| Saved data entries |

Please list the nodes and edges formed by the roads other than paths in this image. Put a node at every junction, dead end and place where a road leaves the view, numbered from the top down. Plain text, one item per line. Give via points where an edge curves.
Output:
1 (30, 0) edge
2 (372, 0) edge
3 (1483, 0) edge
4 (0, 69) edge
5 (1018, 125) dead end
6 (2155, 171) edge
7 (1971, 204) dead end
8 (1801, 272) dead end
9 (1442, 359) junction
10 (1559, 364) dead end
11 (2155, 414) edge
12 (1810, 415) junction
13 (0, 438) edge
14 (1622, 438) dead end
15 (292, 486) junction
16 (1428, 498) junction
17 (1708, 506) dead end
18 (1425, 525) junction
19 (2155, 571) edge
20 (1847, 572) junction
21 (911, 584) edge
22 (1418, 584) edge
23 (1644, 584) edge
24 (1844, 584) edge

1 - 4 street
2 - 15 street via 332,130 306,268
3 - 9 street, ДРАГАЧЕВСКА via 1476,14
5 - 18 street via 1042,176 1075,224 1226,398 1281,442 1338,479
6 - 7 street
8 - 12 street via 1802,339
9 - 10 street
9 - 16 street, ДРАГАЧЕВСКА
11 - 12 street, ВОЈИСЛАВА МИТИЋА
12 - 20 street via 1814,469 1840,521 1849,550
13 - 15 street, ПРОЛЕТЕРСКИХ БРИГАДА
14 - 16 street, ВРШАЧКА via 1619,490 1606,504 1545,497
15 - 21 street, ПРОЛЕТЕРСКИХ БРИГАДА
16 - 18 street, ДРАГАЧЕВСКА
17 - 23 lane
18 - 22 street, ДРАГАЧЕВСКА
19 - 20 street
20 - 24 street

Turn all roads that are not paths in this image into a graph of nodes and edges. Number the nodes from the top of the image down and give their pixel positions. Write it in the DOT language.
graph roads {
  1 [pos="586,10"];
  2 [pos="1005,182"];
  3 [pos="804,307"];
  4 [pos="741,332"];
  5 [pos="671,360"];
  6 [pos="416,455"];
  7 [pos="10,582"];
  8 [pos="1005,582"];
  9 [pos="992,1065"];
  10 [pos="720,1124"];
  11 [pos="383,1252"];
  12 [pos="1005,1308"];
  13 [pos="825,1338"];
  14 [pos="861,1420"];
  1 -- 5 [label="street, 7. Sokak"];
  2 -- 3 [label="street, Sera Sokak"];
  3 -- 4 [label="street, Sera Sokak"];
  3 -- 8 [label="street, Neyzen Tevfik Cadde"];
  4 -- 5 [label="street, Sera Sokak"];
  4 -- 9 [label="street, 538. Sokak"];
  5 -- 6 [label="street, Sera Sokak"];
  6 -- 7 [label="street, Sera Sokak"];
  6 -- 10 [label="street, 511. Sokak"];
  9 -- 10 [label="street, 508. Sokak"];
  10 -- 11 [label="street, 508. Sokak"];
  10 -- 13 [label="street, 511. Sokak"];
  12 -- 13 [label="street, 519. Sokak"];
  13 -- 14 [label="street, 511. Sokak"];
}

| Assignment |
Return the entries above exactly, each one complete.

| Exercise output |
Please list the nodes and edges formed by the roads other than paths in this image. Put a node at every junction, dead end and place where a road leaves the view, numbered from the top down. Plain text, one item per line. Give via points where an edge curves.
Output:
1 (30, 0) edge
2 (372, 0) edge
3 (1483, 0) edge
4 (0, 69) edge
5 (1018, 125) dead end
6 (2155, 171) edge
7 (1971, 204) dead end
8 (1801, 272) dead end
9 (1442, 359) junction
10 (1559, 364) dead end
11 (2155, 414) edge
12 (1810, 415) junction
13 (0, 438) edge
14 (1622, 438) dead end
15 (292, 486) junction
16 (1428, 498) junction
17 (1708, 506) dead end
18 (1425, 525) junction
19 (2155, 571) edge
20 (1847, 572) junction
21 (911, 584) edge
22 (1418, 584) edge
23 (1644, 584) edge
24 (1844, 584) edge

1 - 4 street
2 - 15 street via 332,130 306,268
3 - 9 street, ДРАГАЧЕВСКА via 1476,14
5 - 18 street via 1042,176 1075,224 1226,398 1281,442 1338,479
6 - 7 street
8 - 12 street via 1802,339
9 - 10 street
9 - 16 street, ДРАГАЧЕВСКА
11 - 12 street, ВОЈИСЛАВА МИТИЋА
12 - 20 street via 1814,469 1840,521 1849,550
13 - 15 street, ПРОЛЕТЕРСКИХ БРИГАДА
14 - 16 street, ВРШАЧКА via 1619,490 1606,504 1545,497
15 - 21 street, ПРОЛЕТЕРСКИХ БРИГАДА
16 - 18 street, ДРАГАЧЕВСКА
17 - 23 lane
18 - 22 street, ДРАГАЧЕВСКА
19 - 20 street
20 - 24 street

Turn all roads that are not paths in this image into a graph of nodes and edges. Number the nodes from the top of the image down and give their pixel positions. Write it in the DOT language.
graph roads {
  1 [pos="586,10"];
  2 [pos="1005,182"];
  3 [pos="804,307"];
  4 [pos="741,332"];
  5 [pos="671,360"];
  6 [pos="416,455"];
  7 [pos="10,582"];
  8 [pos="1005,582"];
  9 [pos="992,1065"];
  10 [pos="720,1124"];
  11 [pos="383,1252"];
  12 [pos="1005,1308"];
  13 [pos="825,1338"];
  14 [pos="861,1420"];
  1 -- 5 [label="street, 7. Sokak"];
  2 -- 3 [label="street, Sera Sokak"];
  3 -- 4 [label="street, Sera Sokak"];
  3 -- 8 [label="street, Neyzen Tevfik Cadde"];
  4 -- 5 [label="street, Sera Sokak"];
  4 -- 9 [label="street, 538. Sokak"];
  5 -- 6 [label="street, Sera Sokak"];
  6 -- 7 [label="street, Sera Sokak"];
  6 -- 10 [label="street, 511. Sokak"];
  9 -- 10 [label="street, 508. Sokak"];
  10 -- 11 [label="street, 508. Sokak"];
  10 -- 13 [label="street, 511. Sokak"];
  12 -- 13 [label="street, 519. Sokak"];
  13 -- 14 [label="street, 511. Sokak"];
}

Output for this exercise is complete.